===== EXTRACTED ENTRIES
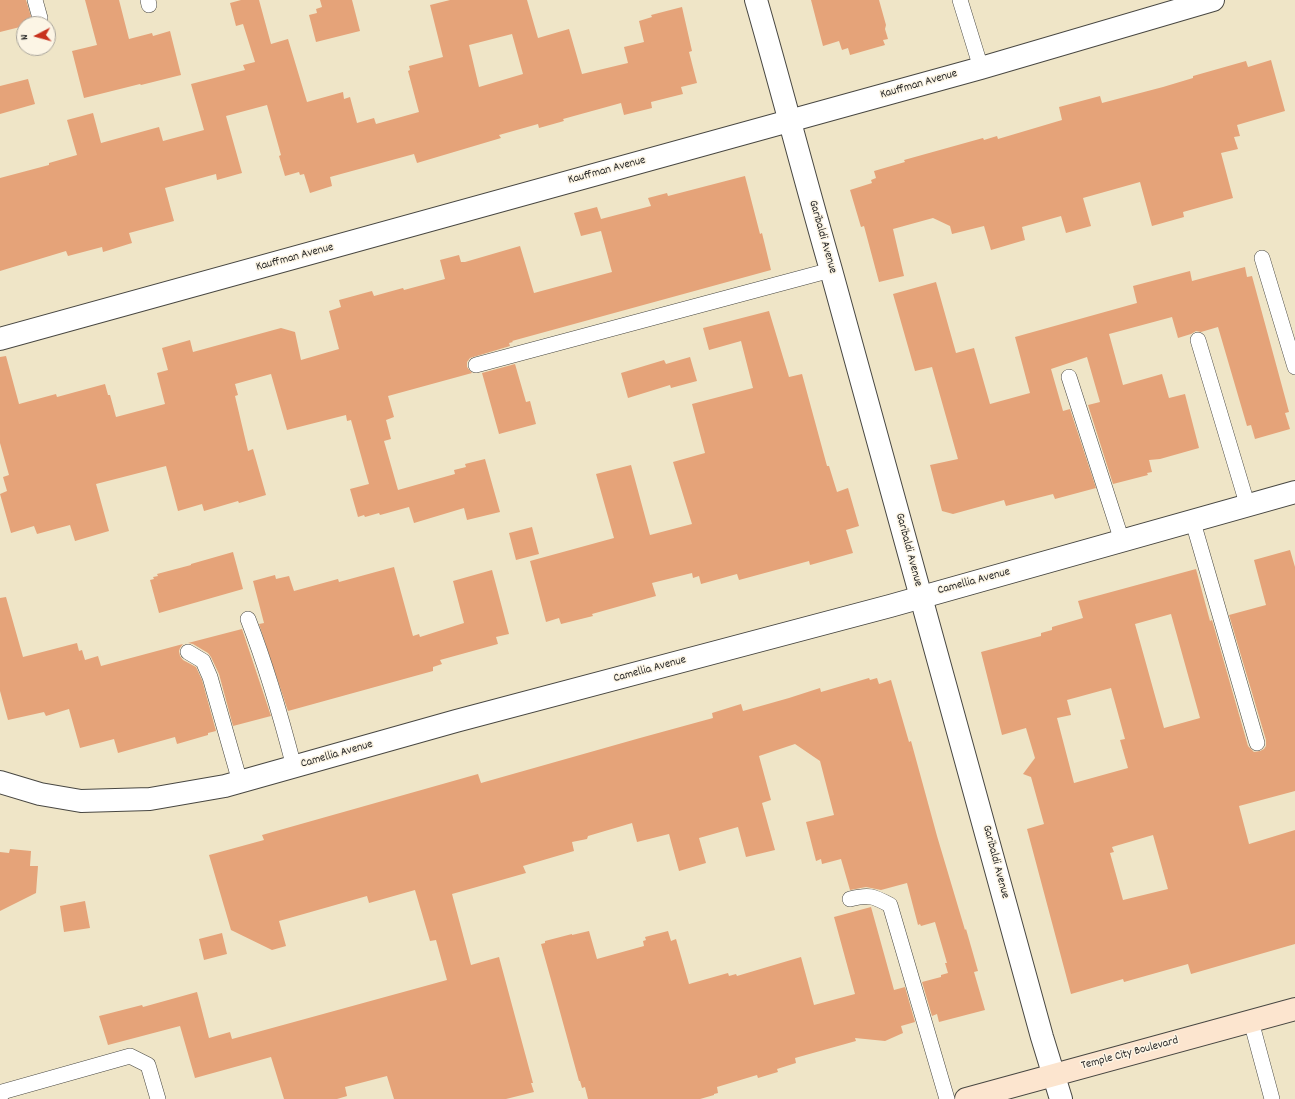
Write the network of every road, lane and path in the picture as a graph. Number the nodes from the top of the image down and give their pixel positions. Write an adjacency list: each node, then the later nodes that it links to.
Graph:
1 (34, 0): 5 (lane)
2 (756, 0): 7 (street, Garibaldi Avenue)
3 (960, 0): 6 (lane)
4 (1207, 1): 6 (street, Kauffman Avenue)
5 (39, 16)
6 (981, 68): 7 (street, Kauffman Avenue)
7 (790, 120): 9 (street, Garibaldi Avenue); 10 (street, Kauffman Avenue)
8 (1262, 258): 13 (lane)
9 (831, 270): 12 (lane); 19 (street, Garibaldi Avenue)
10 (0, 339)
11 (1198, 340): 16 (lane)
12 (476, 365)
13 (1295, 367)
14 (1069, 377): 18 (lane)
15 (1295, 492): 16 (street, Camellia Avenue)
16 (1248, 506): 17 (street, Camellia Avenue)
17 (1193, 522): 18 (street, Camellia Avenue); 22 (lane)
18 (1122, 541): 19 (street, Camellia Avenue)
19 (921, 596): 23 (street, Camellia Avenue); 29 (street, Garibaldi Avenue)
20 (248, 619): 23 (lane)
21 (188, 652): 25 (lane)
22 (1257, 743)
23 (294, 767): 25 (street, Camellia Avenue)
24 (0, 782): 25 (street, Camellia Avenue)
25 (240, 782)
26 (850, 899): 32 (lane)
27 (1295, 1009): 28 (main road, Temple City Boulevard)
28 (1251, 1021): 29 (main road, Temple City Boulevard); 35 (lane)
29 (1054, 1075): 33 (main road, Temple City Boulevard); 34 (street, Garibaldi Avenue)
30 (0, 1099): 31 (lane)
31 (158, 1099)
32 (947, 1099)
33 (966, 1099)
34 (1060, 1099)
35 (1272, 1099)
==========
:: GOAL OF THE EXERCISE ::
Leave out the pictures and transcribe the entries above exactly.

:: YOUR RESPONSE ::
Write the network of every road, lane and path in the picture as a graph. Number the nodes from the top of the image down and give their pixel positions. Write an adjacency list: each node, then the later nodes that it links to.
Graph:
1 (34, 0): 5 (lane)
2 (756, 0): 7 (street, Garibaldi Avenue)
3 (960, 0): 6 (lane)
4 (1207, 1): 6 (street, Kauffman Avenue)
5 (39, 16)
6 (981, 68): 7 (street, Kauffman Avenue)
7 (790, 120): 9 (street, Garibaldi Avenue); 10 (street, Kauffman Avenue)
8 (1262, 258): 13 (lane)
9 (831, 270): 12 (lane); 19 (street, Garibaldi Avenue)
10 (0, 339)
11 (1198, 340): 16 (lane)
12 (476, 365)
13 (1295, 367)
14 (1069, 377): 18 (lane)
15 (1295, 492): 16 (street, Camellia Avenue)
16 (1248, 506): 17 (street, Camellia Avenue)
17 (1193, 522): 18 (street, Camellia Avenue); 22 (lane)
18 (1122, 541): 19 (street, Camellia Avenue)
19 (921, 596): 23 (street, Camellia Avenue); 29 (street, Garibaldi Avenue)
20 (248, 619): 23 (lane)
21 (188, 652): 25 (lane)
22 (1257, 743)
23 (294, 767): 25 (street, Camellia Avenue)
24 (0, 782): 25 (street, Camellia Avenue)
25 (240, 782)
26 (850, 899): 32 (lane)
27 (1295, 1009): 28 (main road, Temple City Boulevard)
28 (1251, 1021): 29 (main road, Temple City Boulevard); 35 (lane)
29 (1054, 1075): 33 (main road, Temple City Boulevard); 34 (street, Garibaldi Avenue)
30 (0, 1099): 31 (lane)
31 (158, 1099)
32 (947, 1099)
33 (966, 1099)
34 (1060, 1099)
35 (1272, 1099)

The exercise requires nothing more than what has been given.